The Maryland Attorney General’s Office will take a wait-and-see approach to a U.S. Supreme Court challenge by gun rights advocates to the Maryland handgun permit law’s requirement that applicants provide the state with a “good and substantial reason” to carry a handgun outside the home.

In papers filed with the justices this week, Assistant Maryland Attorney General Julia Doyle Bernhardt waived the state’s right to file a response to the advocates’ argument that the need to specify a good and substantial reason violates the Constitution’s Second Amendment right to keep and bear arms. Bernhardt stated on the high court’s waiver form that Maryland would provide a response if one was requested by the justices.

A spokeswoman for the Attorney General’s Office declined to comment Thursday on why a response was waived.

Such waiver requests are not uncommon and save counsel the time and expense of filing a response if the high court has no interest in hearing the appeal. In turn, a request from the high court for a response indicates that the justices might have some interest in hearing the case, according to attorneys who practice regularly before the Supreme Court.

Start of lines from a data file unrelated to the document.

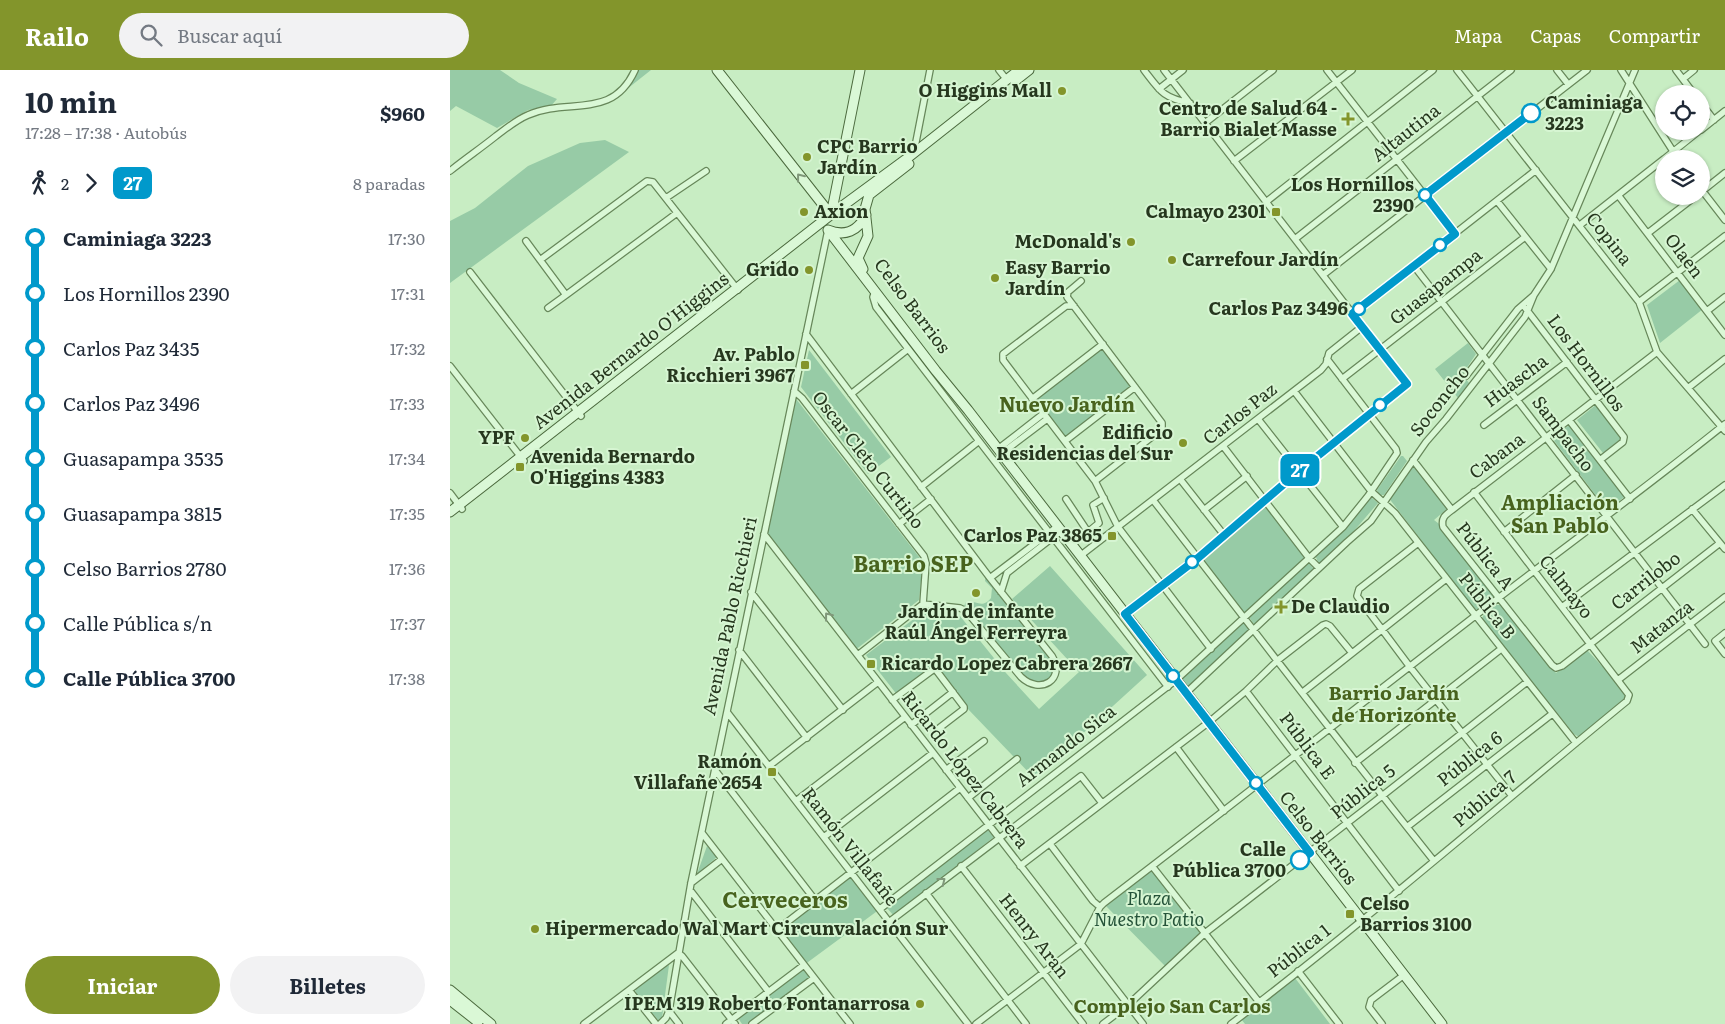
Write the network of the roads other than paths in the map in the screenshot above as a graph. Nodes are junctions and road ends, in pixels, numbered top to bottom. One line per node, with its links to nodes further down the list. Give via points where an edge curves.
1 (635, 70): 49 (street, via 625,87 612,98 595,105 528,114)
2 (717, 70): 64 (main road, one-way to 2)
3 (860, 70): 64 (main road)
4 (930, 70): 43 (street)
5 (999, 70): 25 (street)
6 (1019, 70): 25 (main road, Avenida Bernardo O'Higgins)
7 (1029, 70): 52 (main road)
8 (1144, 70): 30 (street)
9 (1164, 70): 23 (street)
10 (1183, 70): 23 (street)
11 (1273, 70): 36 (street)
12 (1327, 70): 26 (street)
13 (1352, 70): 26 (street)
14 (1433, 70): 37 (street)
15 (1457, 70): 31 (street, Copina)
16 (1511, 70): 31 (street, Altautina)
17 (1557, 70): 27 (street)
18 (1587, 70): 27 (street)
19 (1621, 70): 28 (street)
20 (1635, 70): 28 (street, Soconcho)
21 (1676, 70): 24 (street)
22 (1694, 70): 24 (street)
23 (1171, 79): 30 (street); 32 (street)
24 (1682, 79): 29 (street)
25 (1007, 80): 43 (main road, Avenida Bernardo O'Higgins)
26 (1336, 82): 37 (street); 46 (street)
27 (1568, 84): 39 (street)
28 (1628, 84): 41 (street); 65 (street, Soconcho)
29 (1687, 85)
30 (1159, 89): 32 (street, via 1174,100)
31 (1478, 96): 39 (street, Copina); 44 (street, Altautina)
32 (1190, 103): 36 (street)
33 (1725, 111): 35 (street)
34 (1710, 115): 35 (street)
35 (1714, 120): 38 (street)
36 (1205, 122): 46 (street)
37 (1368, 122): 44 (street); 59 (street)
38 (1710, 123)
39 (1506, 132): 48 (street, Copina); 54 (street)
40 (1688, 140): 42 (street)
41 (1672, 150)
42 (1675, 150)
43 (914, 152): 45 (main road, Avenida Bernardo O'Higgins)
44 (1397, 159): 54 (street); 73 (street, Altautina)
45 (905, 160): 52 (main road, via 898,167); 61 (main road, Avenida Bernardo O'Higgins)
46 (1234, 161): 59 (street)
47 (1655, 166): 55 (street)
48 (1536, 170): 57 (street); 65 (street, Copina)
49 (450, 171)
50 (706, 171): 56 (street)
51 (1725, 173): 53 (street)
52 (897, 174): 62 (main road, via 871,192)
53 (1710, 185)
54 (1425, 195): 70 (street); 82 (street)
55 (1618, 195): 67 (street); 69 (street, Olaen)
56 (666, 198): 63 (street); 77 (street, via 653,182 647,182)
57 (1497, 201): 70 (street); 72 (street)
58 (1710, 201): 66 (street)
59 (1266, 202): 73 (street)
60 (1684, 205): 69 (street)
61 (842, 206): 62 (main road, via 856,202); 64 (main road, Avenida Bernardo O'Higgins)
62 (866, 212): 68 (main road, via 860,225 851,232 841,234); 76 (main road, Celso Barrios, via 868,236)
63 (677, 213): 84 (street); 86 (street)
64 (831, 215): 68 (main road); 84 (main road, Avenida Bernardo O'Higgins)
65 (1574, 218): 67 (street, Copina); 79 (street, Soconcho)
66 (1725, 220)
67 (1580, 225): 90 (street, Copina)
68 (824, 230): 75 (main road, Celso Barrios); 84 (main road, Avenida Bernardo O'Higgins); 98 (street, Avenida Pablo Ricchieri)
69 (1648, 233): 81 (street, Olaen)
70 (1455, 234): 78 (street)
71 (1725, 236): 81 (street)
72 (1526, 237): 79 (street); 89 (street, Guasapampa)
73 (1295, 239): 82 (street)
74 (526, 241): 77 (street)
75 (842, 248): 76 (main road, via 852,252); 85 (main road, Celso Barrios)
76 (861, 250): 120 (main road, Celso Barrios, via 860,264)
77 (540, 260): 86 (street)
78 (1414, 266): 89 (street, Sampacho); 96 (street)
79 (1552, 269): 87 (street, Soconcho)
80 (470, 272): 121 (street)
81 (1678, 272): 90 (street); 94 (street, Olaen)
82 (1323, 275): 96 (street)
83 (1081, 281): 92 (street, via 1067,294)
84 (738, 290): 121 (main road, Avenida Bernardo O'Higgins)
85 (875, 291): 101 (street, via 876,307); 120 (main road, Celso Barrios)
86 (566, 295): 93 (street)
87 (1534, 295): 91 (street); 95 (street, Soconcho)
88 (1725, 296): 94 (street)
89 (1442, 302): 102 (street, Guasapampa); 104 (street, Sampacho)
90 (1639, 302): 103 (street, Copina)
91 (1523, 305): 95 (street, Los Hornillos); 104 (street)
92 (1074, 306): 100 (street); 117 (street, via 1066,306 1002,356)
93 (548, 308)
94 (1707, 311): 99 (street, Olaen)
95 (1528, 312): 107 (street, Soconcho); 108 (street, Los Hornillos)
96 (1352, 314): 97 (street)
97 (1363, 326): 102 (street); 105 (street, Carlos Paz, via 1329,353)
98 (806, 334): 114 (street, Avenida Pablo Ricchieri); 116 (street)
99 (1725, 335)
100 (1103, 344): 112 (street); 117 (street)
101 (908, 349): 116 (street); 129 (street)
102 (1380, 350): 111 (street, Guasapampa); 122 (street, via 1407,384)
103 (1657, 352): 113 (street, Copina); 119 (street, Cabana)
104 (1482, 354): 107 (street, Sampacho); 110 (street)
105 (1327, 359): 111 (street); 115 (street, Carlos Paz, via 1324,367)
106 (1725, 359): 113 (street)
107 (1489, 362): 118 (street, Sampacho); 135 (street, Soconcho)
108 (1567, 362): 118 (street, Huascha); 119 (street, Los Hornillos)
109 (450, 366): 134 (street)
110 (1466, 376)
111 (1342, 379): 122 (street)
112 (1135, 387): 130 (street); 141 (street, via 1162,423 1162,429)
113 (1688, 388): 127 (street, Copina)
114 (794, 391): 161 (street, Oscar Cleto Curtino); 166 (street, Avenida Pablo Ricchieri)
115 (1294, 391): 124 (street, Carlos Paz); 131 (street, Pública B)
116 (851, 394): 143 (street)
117 (1032, 399): 123 (street)
118 (1518, 400): 126 (street, Huascha); 128 (street, Sampacho)
119 (1595, 400): 125 (street, Cabana); 136 (street, Los Hornillos, via 1624,437)
120 (968, 410): 133 (main road, Celso Barrios)
121 (580, 414): 134 (main road, Avenida Bernardo O'Higgins)
122 (1369, 414): 131 (street); 144 (street, Soconcho, via 1396,450 1396,456)
123 (1045, 417): 130 (street); 133 (street)
124 (1258, 419): 132 (street, Carlos Paz); 137 (street)
125 (1570, 420): 128 (street, Cabana); 136 (street, Sampacho)
126 (1484, 425)
127 (1724, 427): 149 (street)
128 (1547, 437): 138 (street, Sampacho); 145 (street, Cabana)
129 (980, 441): 143 (street); 167 (street)
130 (1065, 441): 141 (street)
131 (1334, 442): 137 (street); 144 (street, Pública B)
132 (1223, 446): 139 (street); 140 (street, Carlos Paz)
133 (1000, 451): 164 (main road, Celso Barrios)
134 (523, 459): 154 (main road, Avenida Bernardo O'Higgins)
135 (1413, 460): 153 (street, Soconcho); 156 (street, Pública A)
136 (1600, 460): 149 (street, Sampacho)
137 (1299, 471): 152 (street); 163 (street)
138 (1576, 475): 159 (street, Sampacho); 165 (street)
139 (1247, 476): 152 (street); 155 (street)
140 (1180, 480): 151 (street, Carlos Paz); 155 (street)
141 (1095, 481): 147 (street)
142 (1725, 486): 157 (street)
143 (921, 487): 148 (street)
144 (1371, 491): 153 (street, Pública B); 163 (street, Soconcho)
145 (1474, 492): 156 (street, Cabana); 165 (street, Calmayo)
146 (450, 493): 154 (street)
147 (1104, 498): 150 (street, via 1093,506 1099,523 1088,532); 162 (street)
148 (931, 499): 161 (street); 178 (street)
149 (1630, 499): 159 (street)
150 (1066, 500)
151 (1153, 500): 162 (street, Carlos Paz); 174 (street)
152 (1265, 500): 168 (street); 175 (street)
153 (1383, 501): 169 (street, Pública B); 176 (street, Soconcho, via 1371,521)
154 (461, 507): 158 (main road, Avenida Bernardo O'Higgins); 160 (main road, Avenida Bernardo O'Higgins)
155 (1204, 510): 168 (street)
156 (1452, 510): 185 (street, Pública A, via 1444,516 1443,527)
157 (1692, 510): 170 (street); 172 (street)
158 (450, 512)
159 (1607, 517): 172 (street, Sampacho); 177 (street)
160 (450, 518)
161 (899, 524): 186 (street, Oscar Cleto Curtino, via 926,559)
162 (1118, 527): 173 (street, Carlos Paz); 180 (street)
163 (1343, 527): 175 (street, Soconcho)
164 (1059, 528): 167 (street); 173 (main road, Celso Barrios)
165 (1504, 532): 177 (street, Calmayo)
166 (764, 534): 182 (street, Avenida Pablo Ricchieri); 202 (street, Ricardo López Cabrera, one-way to 166)
167 (1051, 535): 178 (street); 183 (street, via 1007,573); 209 (street)
168 (1224, 535): 174 (street)
169 (1418, 543): 179 (street, Pública B); 193 (street, via 1357,592 1359,600)
170 (1720, 543): 171 (street); 181 (street, Carrilobo)
171 (1725, 549)
172 (1635, 552): 181 (street, Sampacho); 187 (street)
173 (1080, 556): 188 (main road, Celso Barrios)
174 (1198, 558): 180 (street); 190 (street)
175 (1309, 558): 176 (street); 190 (street, Soconcho)
176 (1319, 568): 192 (street, Soconcho)
177 (1534, 571): 185 (street); 187 (street, Calmayo)
178 (990, 578): 183 (street)
179 (1446, 579): 189 (street, Pública B); 193 (street)
180 (1162, 586): 188 (street); 197 (street)
181 (1662, 588): 191 (street, Sampacho); 195 (street, Carrilobo)
182 (751, 592): 199 (street, Avenida Pablo Ricchieri); 217 (street)
183 (1000, 592): 186 (street, via 1055,661 1056,673 1040,686 1027,682 969,613 960,608)
184 (1725, 597): 191 (street, Matanza)
185 (1499, 598): 189 (street); 195 (street, Pública A, via 1556,668)
186 (922, 604): 202 (street)
187 (1562, 607): 195 (street, Calmayo)
188 (1125, 614): 205 (main road, Celso Barrios)
189 (1475, 616): 198 (street, Pública B); 204 (street)
190 (1244, 618): 192 (street); 197 (street, Soconcho)
191 (1690, 624): 196 (street, Sampacho); 206 (street, Matanza)
192 (1254, 630): 203 (street); 213 (street, Soconcho)
193 (1382, 630): 200 (street); 204 (street)
194 (1725, 633): 201 (street, via 1715,641)
195 (1590, 643): 206 (street, Calmayo)
196 (1705, 644)
197 (1211, 649): 205 (street, Soconcho)
198 (1501, 649): 208 (street, Pública B); 215 (street)
199 (740, 650): 218 (street, Avenida Pablo Ricchieri); 226 (street)
200 (1352, 653): 203 (street, via 1326,624); 212 (street)
201 (1725, 654)
202 (858, 655): 207 (street, Ricardo López Cabrera)
203 (1278, 660): 210 (street); 212 (street)
204 (1410, 667): 215 (street); 223 (street)
205 (1176, 680): 209 (street, Armando Sica); 213 (main road, Celso Barrios)
206 (1618, 680): 216 (street, Calmayo, via 1629,695)
207 (878, 682): 214 (street, Ricardo López Cabrera); 217 (street)
208 (1527, 682): 219 (street, Pública B); 225 (street, Pública 5)
209 (1168, 687): 247 (street, Armando Sica)
210 (1246, 691): 221 (street); 231 (street, Pública E)
211 (953, 692): 214 (street, via 934,669); 222 (street); 224 (street, via 964,709)
212 (1303, 692): 223 (street)
213 (1186, 693): 221 (main road, Celso Barrios)
214 (892, 700): 220 (street, Ricardo López Cabrera)
215 (1436, 700): 225 (street); 233 (street)
216 (1628, 701): 228 (street, Pública 7)
217 (842, 710): 226 (street)
218 (727, 712): 235 (street, Ramón Villafañe); 236 (street, Avenida Pablo Ricchieri)
219 (1552, 714): 228 (street, Pública B); 234 (street, Pública 6)
220 (905, 717): 222 (street, Ricardo López Cabrera); 243 (street)
221 (1209, 722): 229 (street); 238 (main road, Celso Barrios)
222 (911, 725): 230 (street, Ricardo López Cabrera)
223 (1329, 728): 231 (street); 233 (street)
224 (938, 729)
225 (1462, 733): 234 (street); 240 (street, Pública 5)
226 (807, 738): 235 (street)
227 (984, 741): 237 (street)
228 (1576, 743): 241 (street, Pública 7)
229 (1176, 748): 244 (street); 245 (street)
230 (933, 753): 237 (street, Ricardo López Cabrera); 250 (street)
231 (1295, 755): 238 (street); 246 (street, Pública E)
232 (1017, 759): 242 (street)
233 (1355, 763): 240 (street)
234 (1488, 764): 241 (street); 248 (street, Pública 6)
235 (769, 766): 243 (street, Ramón Villafañe)
236 (715, 770): 249 (street, Avenida Pablo Ricchieri); 263 (street)
237 (946, 770): 239 (street, Ricardo López Cabrera)
238 (1257, 785): 245 (street); 253 (main road, Celso Barrios)
239 (960, 788): 242 (street, Ricardo López Cabrera); 259 (street)
240 (1382, 796): 246 (street, Pública 5); 248 (street)
241 (1512, 796): 255 (street, Pública 7)
242 (968, 798): 247 (street, Ricardo López Cabrera)
243 (796, 801): 250 (street, Ramón Villafañe)
244 (1102, 803): 251 (street, Armando Sica, via 1081,776); 252 (street)
245 (1224, 811): 258 (street)
246 (1347, 823): 253 (street, Pública 5); 261 (street, Pública E)
247 (989, 825): 251 (street, Ricardo López Cabrera); 265 (street, Armando Sica)
248 (1407, 827): 255 (street)
249 (702, 833): 254 (street); 260 (street, Avenida Pablo Ricchieri)
250 (824, 837): 259 (street, Ramón Villafañe)
251 (998, 837): 256 (street, Armando Sica); 257 (street, Ricardo López Cabrera)
252 (1050, 844): 257 (street); 264 (street)
253 (1310, 853): 266 (main road, Celso Barrios); 269 (street, Pública 5)
254 (722, 859): 260 (street); 268 (street)
255 (1434, 861): 261 (street, Pública 7)
256 (961, 866): 262 (street, Armando Sica, one-way to 256); 274 (street, Henry Aran)
257 (1020, 866): 270 (street, Ricardo López Cabrera)
258 (1152, 866): 264 (street); 269 (street)
259 (851, 872): 263 (street); 265 (street, Ramón Villafañe)
260 (690, 886): 271 (street, Avenida Pablo Ricchieri); 279 (street)
261 (1399, 891): 266 (street, Pública 7)
262 (926, 893): 267 (street, Armando Sica); 281 (street)
263 (815, 900): 268 (street)
264 (1100, 907): 270 (street)
265 (880, 910): 267 (street, Ramón Villafañe)
266 (1362, 921): 273 (street, Pública 1); 275 (main road, Celso Barrios)
267 (889, 922): 295 (street, Ramón Villafañe)
268 (777, 930): 272 (street)
269 (1205, 933): 282 (street); 283 (street, Pública 5)
270 (1080, 944): 274 (street); 283 (street, Ricardo López Cabrera)
271 (678, 954): 278 (street); 284 (street, Avenida Pablo Ricchieri); 285 (street)
272 (804, 965): 276 (street); 279 (street)
273 (1298, 971): 282 (street, Pública 1); 302 (street)
274 (1043, 972): 281 (street); 298 (street, Henry Aran)
275 (1404, 975): 303 (street, via 1368,1004); 304 (main road, Celso Barrios)
276 (814, 978): 293 (street); 294 (street)
277 (450, 990): 288 (main road)
278 (629, 990): 289 (street); 290 (street)
279 (768, 992): 285 (street)
280 (450, 1000): 287 (main road)
281 (1007, 1000): 296 (street); 297 (street)
282 (1259, 1002): 286 (street, Pública 1)
283 (1128, 1005): 299 (street, Pública 5); 300 (street, Ricardo López Cabrera)
284 (669, 1011): 290 (street); 291 (street)
285 (733, 1022): 292 (street)
286 (1238, 1022): 301 (street, Pública 1)
287 (481, 1024)
288 (491, 1024)
289 (584, 1024)
290 (658, 1024)
291 (679, 1024)
292 (726, 1024)
293 (752, 1024)
294 (850, 1024)
295 (968, 1024)
296 (976, 1024)
297 (1026, 1024)
298 (1083, 1024)
299 (1103, 1024)
300 (1142, 1024)
301 (1231, 1024)
302 (1339, 1024)
303 (1382, 1024)
304 (1442, 1024)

The justices have not said when they will vote on the Maryland State Rifle and Pistol Association’s request that they hear the Second Amendment challenge. The case is docketed at the high court as Brian Kirk Malpasso et al. v. William M. Pallozzi, Superintendent, Maryland Department of State Police, No. 19-423.

In its petition for high court review, the association argued that the constitutional right to keep and bear arms is fundamental and that its exercise by law-abiding citizens outside their home cannot be restricted by the state, such as by requiring a would-be gun owner to have a good and substantial reason.

The Supreme Court has ruled that law-abiding citizens have a constitutional right to have handguns in their homes for self-protection without needing to provide the state with a justification. The same standard should apply outside the home, the association’s lead attorney argued in its request that the justices hear its appeal of a 4th U.S. Circuit Court of Appeals ruling for the state last April.

“As this (Supreme) Court held in Heller, the ‘right of the people to keep and bear arms’ enshrines and protects at its core ‘the individual right to possess and carry weapons in case of confrontation,’” wrote Paul D. Clement, who served as U.S. solicitor general under President George W. Bush. “That holding is plainly inconsistent with a law that flatly prohibits typical, law-abiding citizens from carrying a handgun for self-defense outside the home unless they can demonstrate that they have a particularized ‘good and substantial reason’ that distinguishes them from the body of ‘the people’ protected by the Second Amendment.”

Clement is with Kirkland & Ellis LLP in Washington.

The Attorney General’s Office, as indicated in the 4th Circuit’s decision, has defended the good and substantial reason requirement as necessary to protect the public and to prevent crime.

The association is joined in the Supreme Court appeal by Brian Malpasso, whom his lawyers have described as a law-abiding Mechanicsville resident who completed firearms training and criminal background checks but was nevertheless denied a handgun carry permit by the Maryland State Police. MSP said he did not provide a good and substantial reason for carrying a gun in public, such as evidence of any concrete, present fear for his safety, Malpasso’s lawyers stated in earlier court filings.

U.S. District Judge Ellen L. Hollander upheld MSP’s denial of Malpasso’s permit application and the 4th Circuit affirmed, prompting the association’s appeal to the Supreme Court.